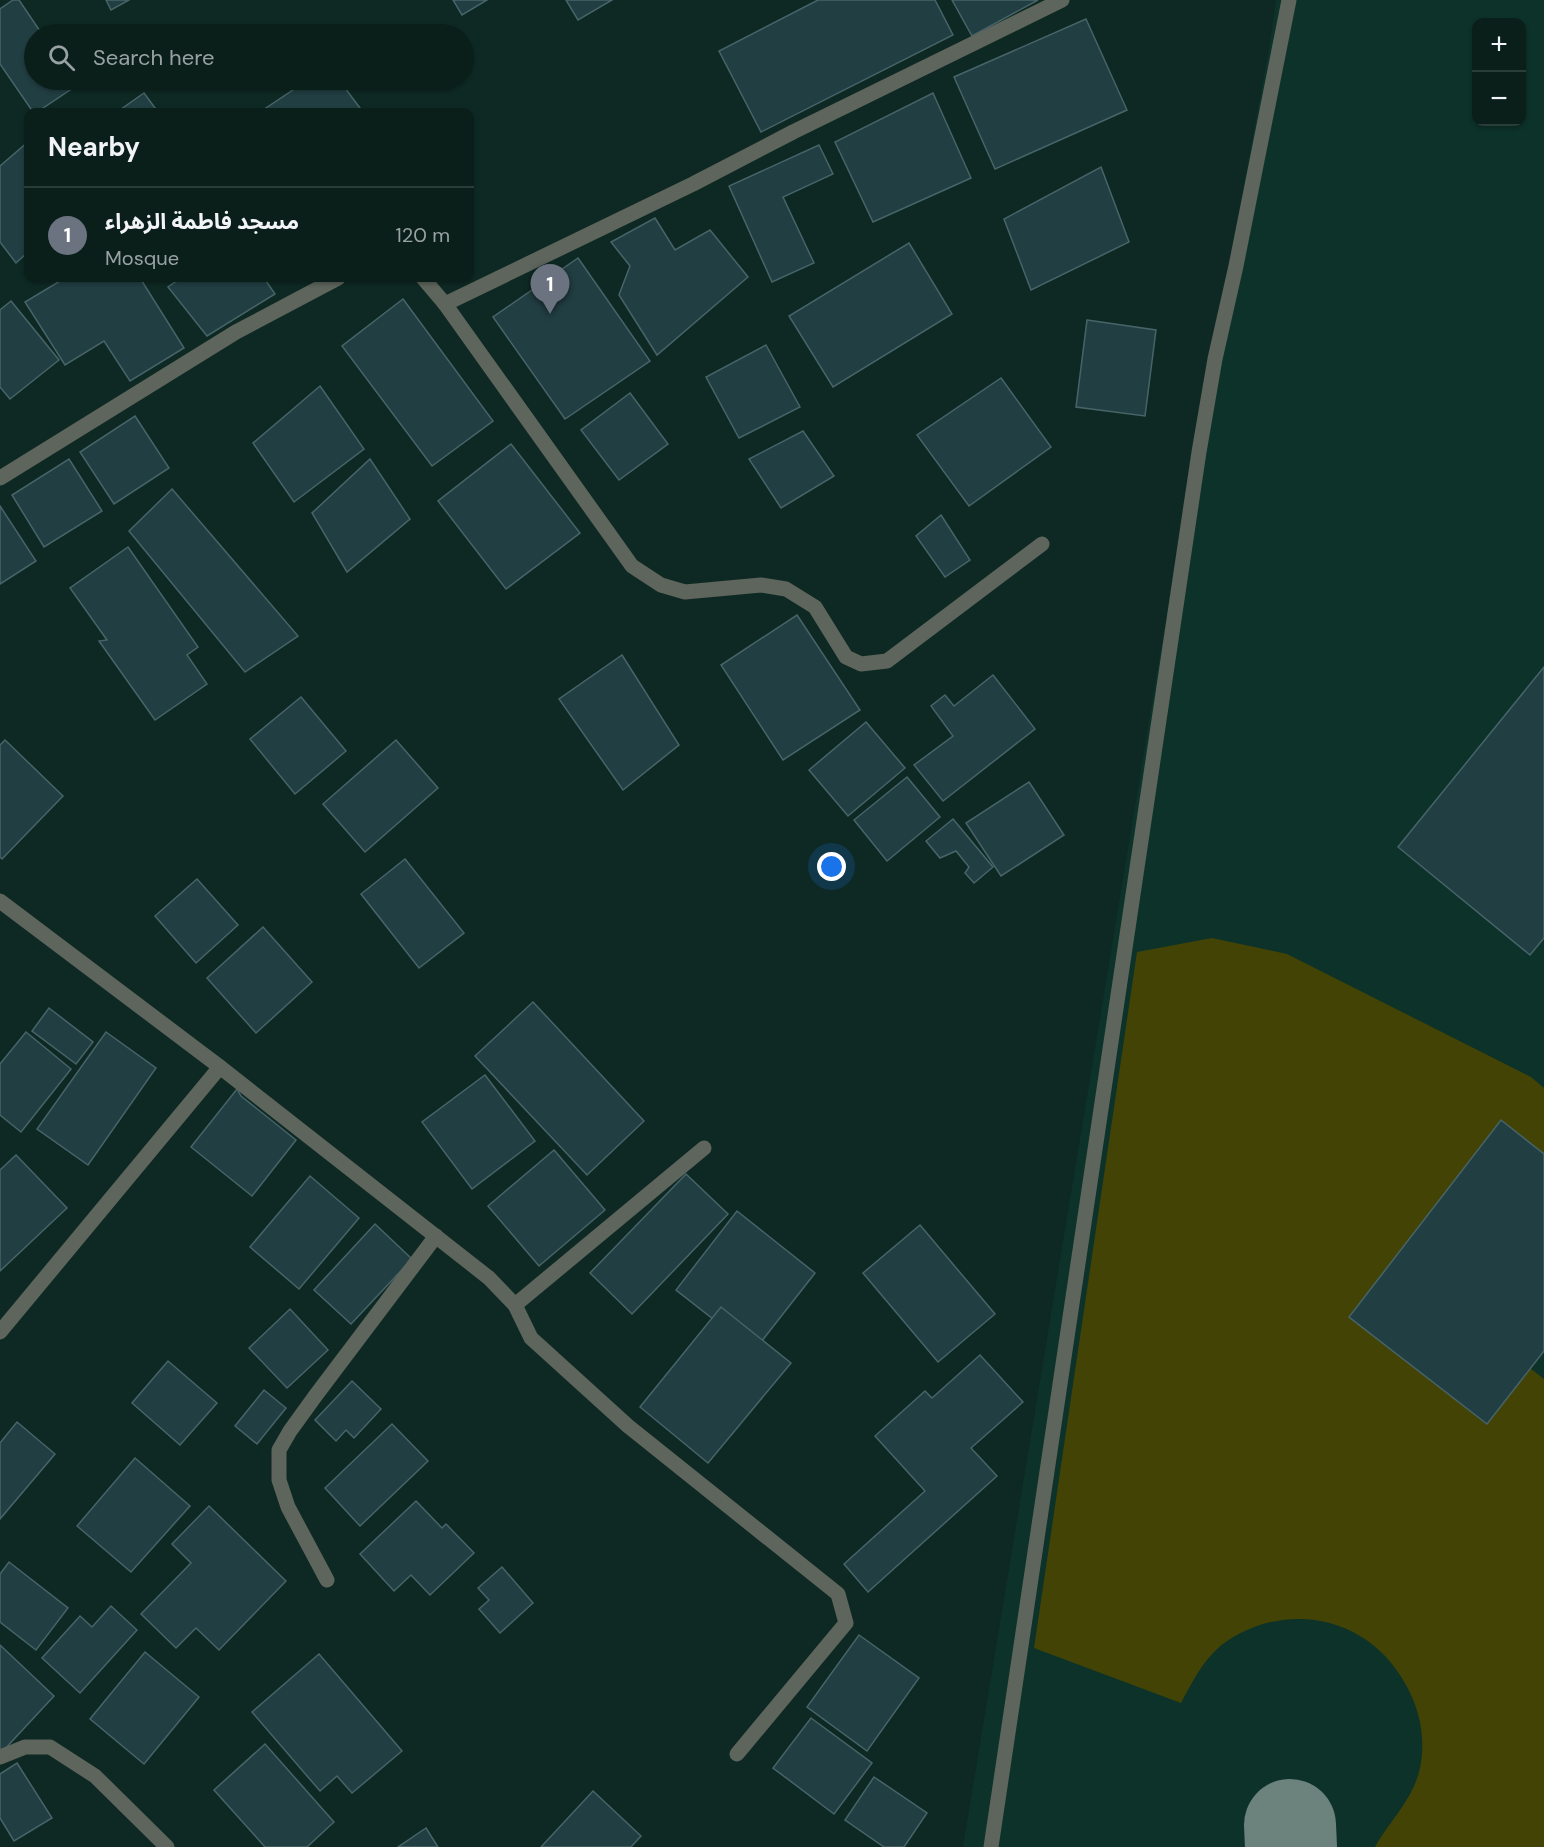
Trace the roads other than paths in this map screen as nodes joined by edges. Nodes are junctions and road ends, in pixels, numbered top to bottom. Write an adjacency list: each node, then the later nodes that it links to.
1 (1062, 0): 5 (street)
2 (1289, 0): 18 (street)
3 (330, 282): 6 (street)
4 (426, 282): 5 (street)
5 (445, 304): 7 (street)
6 (0, 478)
7 (1042, 544)
8 (0, 902): 9 (street)
9 (220, 1067): 11 (street); 13 (street)
10 (704, 1148): 12 (street)
11 (436, 1236): 12 (street); 14 (street)
12 (514, 1305): 15 (street)
13 (0, 1332)
14 (327, 1580)
15 (737, 1754)
16 (0, 1757): 17 (street)
17 (166, 1847)
18 (991, 1847)

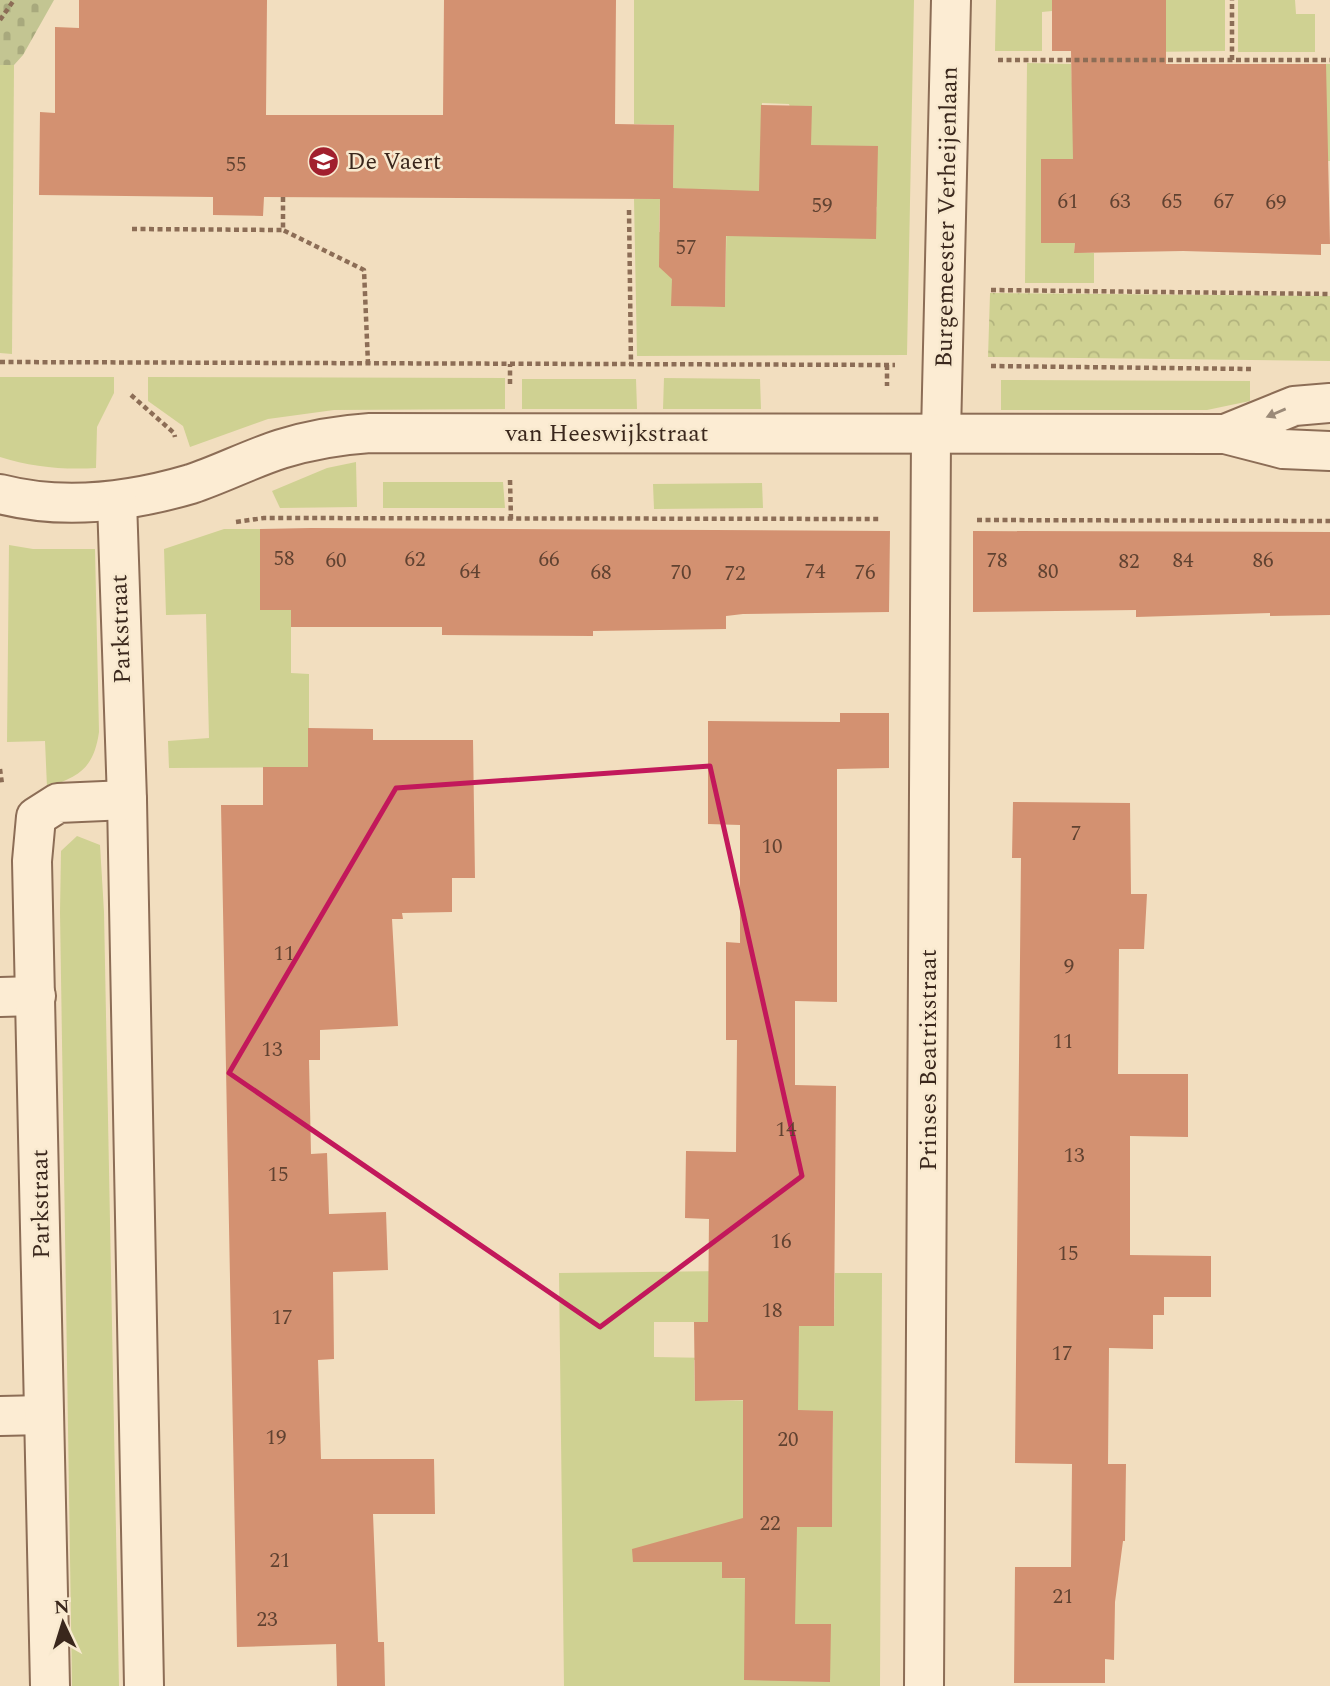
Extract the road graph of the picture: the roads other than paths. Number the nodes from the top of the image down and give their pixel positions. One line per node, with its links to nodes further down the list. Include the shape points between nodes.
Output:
1 (951, 0): 3 (street, Burgemeester Verheijenlaan, via 943,365)
2 (1330, 403): 4 (street, van Heeswijkstraat, one-way to 4, via 1294,405)
3 (936, 434): 4 (street, van Heeswijkstraat); 7 (street, van Heeswijkstraat, via 336,435 280,450 190,484); 14 (street, Prinses Beatrixstraat, via 931,520)
4 (1224, 434): 5 (street, van Heeswijkstraat, via 1283,449)
5 (1330, 451)
6 (0, 494): 7 (street, van Heeswijkstraat, via 34,502)
7 (117, 501): 8 (street, Parkstraat)
8 (127, 800): 9 (street, Parkstraat, via 58,803 36,817); 13 (street, Parkstraat)
9 (18, 997): 10 (street, Parkstraat)
10 (44, 1415): 11 (street); 12 (street, Parkstraat)
11 (0, 1416)
12 (50, 1686)
13 (144, 1686)
14 (924, 1686)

● ● ● ● ●

**Work required**
Retype the data word for word and keep the pictures out of it.

**Solution for this problem**
Trace the roads other than paths in this map screen as nodes joined by edges. Nodes are junctions and road ends, in pixels, numbered top to bottom. Write an adjacency list: each node, then the later nodes that it links to.
1 (1062, 0): 5 (street)
2 (1289, 0): 18 (street)
3 (330, 282): 6 (street)
4 (426, 282): 5 (street)
5 (445, 304): 7 (street)
6 (0, 478)
7 (1042, 544)
8 (0, 902): 9 (street)
9 (220, 1067): 11 (street); 13 (street)
10 (704, 1148): 12 (street)
11 (436, 1236): 12 (street); 14 (street)
12 (514, 1305): 15 (street)
13 (0, 1332)
14 (327, 1580)
15 (737, 1754)
16 (0, 1757): 17 (street)
17 (166, 1847)
18 (991, 1847)

Extract the road graph of the picture: the roads other than paths. Number the nodes from the top of the image down and give their pixel positions. One line per node, with its links to nodes further down the list. Include the shape points between nodes.
Output:
1 (951, 0): 3 (street, Burgemeester Verheijenlaan, via 943,365)
2 (1330, 403): 4 (street, van Heeswijkstraat, one-way to 4, via 1294,405)
3 (936, 434): 4 (street, van Heeswijkstraat); 7 (street, van Heeswijkstraat, via 336,435 280,450 190,484); 14 (street, Prinses Beatrixstraat, via 931,520)
4 (1224, 434): 5 (street, van Heeswijkstraat, via 1283,449)
5 (1330, 451)
6 (0, 494): 7 (street, van Heeswijkstraat, via 34,502)
7 (117, 501): 8 (street, Parkstraat)
8 (127, 800): 9 (street, Parkstraat, via 58,803 36,817); 13 (street, Parkstraat)
9 (18, 997): 10 (street, Parkstraat)
10 (44, 1415): 11 (street); 12 (street, Parkstraat)
11 (0, 1416)
12 (50, 1686)
13 (144, 1686)
14 (924, 1686)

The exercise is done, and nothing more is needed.